* [PROBLEM]:
Check each line of the entries for "absolute" and report the ones that have it.

* [DATA TO EXAMINE]:
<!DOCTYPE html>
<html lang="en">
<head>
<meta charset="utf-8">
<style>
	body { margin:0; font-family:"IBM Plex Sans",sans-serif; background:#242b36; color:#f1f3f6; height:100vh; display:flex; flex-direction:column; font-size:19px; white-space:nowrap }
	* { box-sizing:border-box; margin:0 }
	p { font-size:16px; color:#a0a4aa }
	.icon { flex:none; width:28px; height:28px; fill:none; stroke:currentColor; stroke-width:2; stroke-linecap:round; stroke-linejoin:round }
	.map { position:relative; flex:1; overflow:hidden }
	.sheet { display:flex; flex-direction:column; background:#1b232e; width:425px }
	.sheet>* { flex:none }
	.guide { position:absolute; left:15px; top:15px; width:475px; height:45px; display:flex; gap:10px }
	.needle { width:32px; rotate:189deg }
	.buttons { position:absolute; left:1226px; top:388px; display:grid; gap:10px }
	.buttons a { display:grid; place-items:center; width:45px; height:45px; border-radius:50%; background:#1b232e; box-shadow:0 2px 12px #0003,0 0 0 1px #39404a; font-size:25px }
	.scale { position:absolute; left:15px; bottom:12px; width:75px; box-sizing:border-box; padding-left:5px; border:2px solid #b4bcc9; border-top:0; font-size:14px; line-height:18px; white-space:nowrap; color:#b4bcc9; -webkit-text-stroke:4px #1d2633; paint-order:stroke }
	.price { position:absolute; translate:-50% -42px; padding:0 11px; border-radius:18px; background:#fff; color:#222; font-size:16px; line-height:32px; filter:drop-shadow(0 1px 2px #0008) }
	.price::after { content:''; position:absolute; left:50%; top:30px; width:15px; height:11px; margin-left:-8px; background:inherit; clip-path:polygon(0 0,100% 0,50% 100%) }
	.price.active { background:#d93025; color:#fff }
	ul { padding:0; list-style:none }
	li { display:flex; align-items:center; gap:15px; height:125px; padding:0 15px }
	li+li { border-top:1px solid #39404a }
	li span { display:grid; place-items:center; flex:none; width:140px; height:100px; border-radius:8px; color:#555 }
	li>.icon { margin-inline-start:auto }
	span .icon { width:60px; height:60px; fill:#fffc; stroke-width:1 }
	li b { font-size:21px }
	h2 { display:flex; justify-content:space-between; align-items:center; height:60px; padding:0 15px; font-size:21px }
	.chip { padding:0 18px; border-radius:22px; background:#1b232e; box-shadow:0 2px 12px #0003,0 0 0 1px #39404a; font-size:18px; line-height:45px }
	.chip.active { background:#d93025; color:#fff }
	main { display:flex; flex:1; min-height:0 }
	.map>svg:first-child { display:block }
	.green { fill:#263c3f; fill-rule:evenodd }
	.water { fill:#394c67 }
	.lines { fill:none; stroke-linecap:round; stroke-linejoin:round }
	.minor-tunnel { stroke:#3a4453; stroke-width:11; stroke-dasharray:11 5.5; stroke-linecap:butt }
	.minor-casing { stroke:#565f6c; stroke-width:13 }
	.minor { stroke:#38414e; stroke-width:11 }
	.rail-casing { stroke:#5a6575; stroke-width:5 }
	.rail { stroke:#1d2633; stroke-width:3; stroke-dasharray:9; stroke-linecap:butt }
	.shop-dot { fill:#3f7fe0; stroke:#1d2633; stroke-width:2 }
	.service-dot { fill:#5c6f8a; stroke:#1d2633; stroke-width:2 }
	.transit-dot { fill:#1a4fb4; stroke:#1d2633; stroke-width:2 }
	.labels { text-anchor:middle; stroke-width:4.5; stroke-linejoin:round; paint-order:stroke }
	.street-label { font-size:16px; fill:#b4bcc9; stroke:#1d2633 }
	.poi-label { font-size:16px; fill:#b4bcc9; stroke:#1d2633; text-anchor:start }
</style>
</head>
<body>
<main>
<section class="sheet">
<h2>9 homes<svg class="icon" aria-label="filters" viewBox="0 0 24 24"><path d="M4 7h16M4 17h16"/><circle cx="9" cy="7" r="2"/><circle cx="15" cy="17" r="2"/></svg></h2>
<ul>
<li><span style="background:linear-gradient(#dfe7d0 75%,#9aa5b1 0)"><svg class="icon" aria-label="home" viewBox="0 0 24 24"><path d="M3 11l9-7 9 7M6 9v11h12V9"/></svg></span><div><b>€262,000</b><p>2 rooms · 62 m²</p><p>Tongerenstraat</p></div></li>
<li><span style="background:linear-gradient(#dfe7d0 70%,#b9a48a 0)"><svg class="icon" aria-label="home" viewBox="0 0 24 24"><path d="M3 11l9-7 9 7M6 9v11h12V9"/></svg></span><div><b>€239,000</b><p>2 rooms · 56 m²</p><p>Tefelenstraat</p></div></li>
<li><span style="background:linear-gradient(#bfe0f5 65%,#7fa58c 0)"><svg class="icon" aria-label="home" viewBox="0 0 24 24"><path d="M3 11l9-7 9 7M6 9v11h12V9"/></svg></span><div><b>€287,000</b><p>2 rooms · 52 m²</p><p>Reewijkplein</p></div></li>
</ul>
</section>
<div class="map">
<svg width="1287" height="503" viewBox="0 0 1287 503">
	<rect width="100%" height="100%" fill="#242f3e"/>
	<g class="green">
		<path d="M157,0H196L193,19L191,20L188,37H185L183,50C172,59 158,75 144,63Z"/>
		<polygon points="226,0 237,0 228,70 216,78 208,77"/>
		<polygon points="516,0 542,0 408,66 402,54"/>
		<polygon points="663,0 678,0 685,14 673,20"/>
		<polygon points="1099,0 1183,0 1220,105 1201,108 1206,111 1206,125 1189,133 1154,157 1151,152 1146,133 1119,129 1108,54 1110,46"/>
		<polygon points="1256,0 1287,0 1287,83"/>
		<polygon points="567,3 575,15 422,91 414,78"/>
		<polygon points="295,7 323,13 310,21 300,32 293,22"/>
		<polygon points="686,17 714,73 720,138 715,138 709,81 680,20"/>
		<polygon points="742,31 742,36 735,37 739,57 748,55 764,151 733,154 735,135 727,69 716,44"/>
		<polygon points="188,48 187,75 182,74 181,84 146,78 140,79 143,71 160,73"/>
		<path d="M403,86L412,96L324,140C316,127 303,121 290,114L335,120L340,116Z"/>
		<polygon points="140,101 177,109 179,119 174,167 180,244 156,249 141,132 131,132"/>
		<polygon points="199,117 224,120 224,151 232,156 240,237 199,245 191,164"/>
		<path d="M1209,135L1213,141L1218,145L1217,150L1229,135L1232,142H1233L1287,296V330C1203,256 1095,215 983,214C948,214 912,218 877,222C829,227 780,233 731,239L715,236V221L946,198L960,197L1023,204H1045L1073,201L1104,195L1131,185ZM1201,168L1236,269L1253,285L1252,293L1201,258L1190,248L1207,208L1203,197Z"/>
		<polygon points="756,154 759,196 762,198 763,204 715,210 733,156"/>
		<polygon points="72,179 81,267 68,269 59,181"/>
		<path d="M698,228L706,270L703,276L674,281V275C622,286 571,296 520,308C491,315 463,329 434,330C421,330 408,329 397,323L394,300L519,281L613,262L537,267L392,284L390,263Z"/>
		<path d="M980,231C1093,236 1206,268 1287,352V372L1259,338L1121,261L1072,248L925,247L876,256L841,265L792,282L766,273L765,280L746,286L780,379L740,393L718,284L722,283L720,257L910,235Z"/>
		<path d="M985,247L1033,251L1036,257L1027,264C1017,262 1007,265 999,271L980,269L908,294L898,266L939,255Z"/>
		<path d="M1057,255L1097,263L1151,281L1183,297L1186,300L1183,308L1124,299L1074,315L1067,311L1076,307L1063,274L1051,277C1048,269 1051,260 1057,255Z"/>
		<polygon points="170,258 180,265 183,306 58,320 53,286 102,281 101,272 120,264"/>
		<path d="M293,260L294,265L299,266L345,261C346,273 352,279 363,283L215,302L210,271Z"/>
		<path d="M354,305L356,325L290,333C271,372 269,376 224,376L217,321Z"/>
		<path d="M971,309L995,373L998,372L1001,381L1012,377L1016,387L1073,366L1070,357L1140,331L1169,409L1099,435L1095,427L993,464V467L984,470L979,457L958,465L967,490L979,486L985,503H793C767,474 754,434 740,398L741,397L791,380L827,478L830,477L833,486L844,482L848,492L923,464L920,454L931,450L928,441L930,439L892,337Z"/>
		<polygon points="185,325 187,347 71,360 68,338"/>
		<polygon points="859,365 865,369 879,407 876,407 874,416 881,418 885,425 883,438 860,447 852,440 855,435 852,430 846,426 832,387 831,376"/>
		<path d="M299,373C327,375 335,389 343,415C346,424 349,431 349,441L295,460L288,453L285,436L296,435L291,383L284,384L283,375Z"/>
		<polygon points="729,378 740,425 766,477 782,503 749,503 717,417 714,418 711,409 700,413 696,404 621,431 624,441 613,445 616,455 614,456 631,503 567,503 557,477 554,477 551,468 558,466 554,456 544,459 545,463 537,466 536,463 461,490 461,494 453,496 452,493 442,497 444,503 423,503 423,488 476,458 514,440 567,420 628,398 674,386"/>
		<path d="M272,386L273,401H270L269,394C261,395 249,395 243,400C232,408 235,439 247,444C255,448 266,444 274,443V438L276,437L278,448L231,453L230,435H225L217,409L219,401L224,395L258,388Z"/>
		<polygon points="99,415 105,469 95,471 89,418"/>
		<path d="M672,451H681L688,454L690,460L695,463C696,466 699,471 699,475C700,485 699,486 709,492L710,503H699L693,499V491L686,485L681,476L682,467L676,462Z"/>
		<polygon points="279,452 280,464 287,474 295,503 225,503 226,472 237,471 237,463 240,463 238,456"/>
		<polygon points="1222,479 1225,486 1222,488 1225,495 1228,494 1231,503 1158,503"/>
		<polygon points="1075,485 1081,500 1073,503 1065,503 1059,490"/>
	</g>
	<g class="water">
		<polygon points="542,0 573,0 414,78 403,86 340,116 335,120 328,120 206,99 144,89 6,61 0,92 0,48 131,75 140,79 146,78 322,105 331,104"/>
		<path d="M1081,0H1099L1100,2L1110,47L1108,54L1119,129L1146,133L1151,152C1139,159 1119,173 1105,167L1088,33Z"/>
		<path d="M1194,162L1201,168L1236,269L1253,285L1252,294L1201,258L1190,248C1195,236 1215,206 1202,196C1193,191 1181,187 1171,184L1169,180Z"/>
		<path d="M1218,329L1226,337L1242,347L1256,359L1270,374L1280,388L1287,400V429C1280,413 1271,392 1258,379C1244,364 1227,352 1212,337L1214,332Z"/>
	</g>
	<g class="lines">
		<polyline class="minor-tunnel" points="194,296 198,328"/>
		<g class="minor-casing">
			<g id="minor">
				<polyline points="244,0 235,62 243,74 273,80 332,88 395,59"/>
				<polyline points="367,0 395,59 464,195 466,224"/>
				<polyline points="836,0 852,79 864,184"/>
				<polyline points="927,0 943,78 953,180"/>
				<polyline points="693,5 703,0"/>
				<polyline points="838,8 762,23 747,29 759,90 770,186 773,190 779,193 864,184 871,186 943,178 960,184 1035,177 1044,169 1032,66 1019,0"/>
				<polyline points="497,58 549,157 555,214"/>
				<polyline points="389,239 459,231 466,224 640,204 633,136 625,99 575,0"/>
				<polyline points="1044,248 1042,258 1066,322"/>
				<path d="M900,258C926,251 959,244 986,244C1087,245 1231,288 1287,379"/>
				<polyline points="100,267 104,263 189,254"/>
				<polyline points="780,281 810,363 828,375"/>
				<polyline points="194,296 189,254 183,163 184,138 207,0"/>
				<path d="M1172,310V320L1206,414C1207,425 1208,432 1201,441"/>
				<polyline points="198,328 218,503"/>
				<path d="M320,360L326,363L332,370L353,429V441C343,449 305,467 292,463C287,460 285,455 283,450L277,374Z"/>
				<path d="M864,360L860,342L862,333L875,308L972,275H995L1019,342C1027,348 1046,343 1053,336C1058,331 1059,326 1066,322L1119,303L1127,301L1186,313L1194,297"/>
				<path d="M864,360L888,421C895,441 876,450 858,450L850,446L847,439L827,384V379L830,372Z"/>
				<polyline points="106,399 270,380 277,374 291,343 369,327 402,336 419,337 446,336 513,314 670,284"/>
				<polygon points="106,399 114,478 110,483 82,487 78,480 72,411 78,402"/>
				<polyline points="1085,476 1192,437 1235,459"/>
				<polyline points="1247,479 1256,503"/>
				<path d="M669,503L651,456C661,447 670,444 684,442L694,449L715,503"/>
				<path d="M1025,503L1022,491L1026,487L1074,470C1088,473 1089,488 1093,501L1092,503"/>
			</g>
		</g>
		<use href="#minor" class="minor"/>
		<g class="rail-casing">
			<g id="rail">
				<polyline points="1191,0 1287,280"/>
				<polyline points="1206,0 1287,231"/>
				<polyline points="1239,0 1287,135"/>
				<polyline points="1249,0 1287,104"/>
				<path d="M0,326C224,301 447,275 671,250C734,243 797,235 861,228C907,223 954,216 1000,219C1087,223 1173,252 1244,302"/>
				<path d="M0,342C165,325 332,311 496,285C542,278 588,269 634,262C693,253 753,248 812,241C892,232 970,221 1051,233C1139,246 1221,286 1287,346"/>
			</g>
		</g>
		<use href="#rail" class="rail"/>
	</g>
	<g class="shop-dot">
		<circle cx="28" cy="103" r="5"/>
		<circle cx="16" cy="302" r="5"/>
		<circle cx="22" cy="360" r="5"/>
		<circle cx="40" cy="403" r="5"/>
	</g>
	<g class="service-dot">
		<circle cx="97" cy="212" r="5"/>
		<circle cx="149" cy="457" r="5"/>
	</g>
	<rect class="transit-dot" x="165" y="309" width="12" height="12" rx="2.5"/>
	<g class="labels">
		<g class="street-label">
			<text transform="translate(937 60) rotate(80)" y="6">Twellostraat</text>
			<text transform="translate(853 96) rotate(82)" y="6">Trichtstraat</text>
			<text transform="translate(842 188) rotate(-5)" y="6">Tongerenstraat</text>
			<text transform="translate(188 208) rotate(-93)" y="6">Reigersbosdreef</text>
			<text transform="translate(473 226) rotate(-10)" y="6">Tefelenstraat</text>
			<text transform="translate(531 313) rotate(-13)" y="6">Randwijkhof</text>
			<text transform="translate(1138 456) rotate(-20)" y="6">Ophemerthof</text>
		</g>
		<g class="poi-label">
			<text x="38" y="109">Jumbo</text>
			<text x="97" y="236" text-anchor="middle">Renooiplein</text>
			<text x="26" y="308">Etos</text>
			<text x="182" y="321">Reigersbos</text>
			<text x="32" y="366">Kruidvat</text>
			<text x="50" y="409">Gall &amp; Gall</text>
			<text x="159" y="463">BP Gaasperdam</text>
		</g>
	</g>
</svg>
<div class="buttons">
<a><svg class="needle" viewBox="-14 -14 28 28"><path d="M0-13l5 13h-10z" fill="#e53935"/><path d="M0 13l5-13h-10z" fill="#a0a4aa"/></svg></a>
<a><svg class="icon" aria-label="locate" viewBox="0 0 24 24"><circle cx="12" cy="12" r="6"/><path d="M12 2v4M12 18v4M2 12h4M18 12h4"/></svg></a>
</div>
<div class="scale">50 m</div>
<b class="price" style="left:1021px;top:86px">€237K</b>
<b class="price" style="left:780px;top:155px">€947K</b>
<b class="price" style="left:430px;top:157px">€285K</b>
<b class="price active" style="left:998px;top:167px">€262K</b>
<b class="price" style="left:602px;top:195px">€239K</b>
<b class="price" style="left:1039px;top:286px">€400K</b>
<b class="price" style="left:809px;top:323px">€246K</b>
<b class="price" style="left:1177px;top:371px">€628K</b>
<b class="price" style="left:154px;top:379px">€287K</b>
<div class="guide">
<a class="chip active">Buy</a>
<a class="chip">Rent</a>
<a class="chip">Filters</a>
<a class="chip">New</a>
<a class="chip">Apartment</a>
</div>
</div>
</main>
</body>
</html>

* [EXERCISE SOLUTION]:
	.guide { position:absolute; left:15px; top:15px; width:475px; height:45px; display:flex; gap:10px }
	.buttons { position:absolute; left:1226px; top:388px; display:grid; gap:10px }
	.scale { position:absolute; left:15px; bottom:12px; width:75px; box-sizing:border-box; padding-left:5px; border:2px solid #b4bcc9; border-top:0; font-size:14px; line-height:18px; white-space:nowrap; color:#b4bcc9; -webkit-text-stroke:4px #1d2633; paint-order:stroke }
	.price { position:absolute; translate:-50% -42px; padding:0 11px; border-radius:18px; background:#fff; color:#222; font-size:16px; line-height:32px; filter:drop-shadow(0 1px 2px #0008) }
	.price::after { content:''; position:absolute; left:50%; top:30px; width:15px; height:11px; margin-left:-8px; background:inherit; clip-path:polygon(0 0,100% 0,50% 100%) }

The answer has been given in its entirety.